Single by Garbage

from the album Let All That We Imagine Be the Light
- Released: April 9, 2025
- Recorded: 2022–2024
- Genre: Alternative rock, electronic rock
- Length: 3:20
- Label: BMG; Stunvolume;
- Songwriters: Shirley Manson, Steve Marker, Duke Erikson, Butch Vig
- Producers: Garbage, Billy Bush

Garbage singles chronology
| "Witness to Your Love" (2022) | "There's No Future in Optimism" (2025) | "Get Out My Face AKA Bad Kitty" (2025) |

Music video
- "There's No Future in Optimism" on YouTube

= There's No Future in Optimism =

"There's No Future in Optimism" is a song by American rock band Garbage. It was released as the lead single from Garbage's eighth studio album, Let All That We Imagine Be the Light, on April 9, 2025.

== Background and composition ==
"There's No Future in Optimism" was written by Garbage and produced by Garbage and the band's engineer, Billy Bush. It's an alternative rock track with electronic elements.

Lead singer Shirley Manson stated that she was immediately drawn to the title, which had been suggested by the other members of the band. Although she decided to keep the title as it was, the lyrics were written as a deliberate counterpoint to its pessimistic tone, "because if we allow our fatalism or our negativity to really take over, we will crumble," she conceded.

The song was written in the aftermath of the murder of George Floyd and is set in a contemporary Los Angeles during the protests against police violence. "Above our house in Hollywood, there were helicopters all day long, for days on end. It was really precarious, chaotic and terrifying," Manson added.

Manson was adamant the track be the opener of the album as a statement of intent of the entire record: "it starts out with an anthemic call to arms, a clarion call. It’s pretty much a rallying cry to all likeminded people. If you are interested in meeting this world with love, if you are willing to invest in tenderness and not violence or hate, then we are with you. You should come with us," she told in a press statement. The pro-active sentiment behind the song is also a reflection of Manson's thoughts about the power of music and art to impact culture and shape society: "even though all the pointers in our society say otherwise, I do feel music still has the power to shift atoms, shift thinking and shift positions," she emphasized.

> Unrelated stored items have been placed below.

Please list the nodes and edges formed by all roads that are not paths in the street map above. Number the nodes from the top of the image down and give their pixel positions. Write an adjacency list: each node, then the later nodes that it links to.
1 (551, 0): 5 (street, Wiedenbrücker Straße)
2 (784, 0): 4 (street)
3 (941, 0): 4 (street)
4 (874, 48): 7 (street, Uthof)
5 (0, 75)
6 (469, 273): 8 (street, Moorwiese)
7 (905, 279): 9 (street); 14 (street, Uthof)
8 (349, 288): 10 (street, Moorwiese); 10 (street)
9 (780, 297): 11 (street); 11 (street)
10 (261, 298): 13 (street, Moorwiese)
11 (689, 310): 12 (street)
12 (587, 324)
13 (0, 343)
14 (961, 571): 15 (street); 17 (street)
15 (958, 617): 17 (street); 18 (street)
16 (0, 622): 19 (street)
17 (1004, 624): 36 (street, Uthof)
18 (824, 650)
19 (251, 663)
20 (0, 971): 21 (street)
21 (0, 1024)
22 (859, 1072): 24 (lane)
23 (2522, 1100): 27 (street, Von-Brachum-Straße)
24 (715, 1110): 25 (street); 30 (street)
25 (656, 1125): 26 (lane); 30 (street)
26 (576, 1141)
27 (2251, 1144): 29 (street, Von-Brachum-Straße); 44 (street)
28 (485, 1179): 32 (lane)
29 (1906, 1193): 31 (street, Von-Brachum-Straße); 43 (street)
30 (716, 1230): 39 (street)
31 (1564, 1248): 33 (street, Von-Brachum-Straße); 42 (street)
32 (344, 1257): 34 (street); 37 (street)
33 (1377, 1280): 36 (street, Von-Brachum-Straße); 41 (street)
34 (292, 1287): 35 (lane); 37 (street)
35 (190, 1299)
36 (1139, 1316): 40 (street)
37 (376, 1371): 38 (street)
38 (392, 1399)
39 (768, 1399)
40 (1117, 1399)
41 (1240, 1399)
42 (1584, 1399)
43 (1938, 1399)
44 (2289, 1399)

== Release and promotion ==
The song was first teased in a short video announcing the album's release on February 27, 2025. It was announced as the lead single from the album by drummer Butch Vig in an interview with Portal ROCKline. The band rehearsed the track with the intention to play it on their 2025 Latin American tour, however their manager prevented them to perform any new song before being released.

On April 7, the band announced the release of the track and its music video for April 9. The song premiered on BBC Radio 6 Music's Huw Stephens' show at 5 PM BST. Garbage debuted the track live on Jimmy Kimmel Live! on June 4, 2025. Later that year, the song opened the concerts of the Happy Endings North American and Australian tours.

== Music video ==
The music video, directed by Benjy Kirkman, premiered on YouTube at the same time as the single. The cinematic black-and-white video, starring actors Aderayo Adenekan and Michaela Madziova, presents dystopian imagery that reflects the song’s themes, depicting a city in chaos and symbolizing the search for hope amid despair.

== Reception ==
In an early review for Let All That We Imagine Be the Light, blogger Paul Sinclair wrote on SuperDeluxeEdition that the song "has a title that doesn’t exactly roll off the tongue, but it has a insistent earworm of a refrain in 'If you’re ready for love'."

Under the Radar selected it as the fifth best song of the week.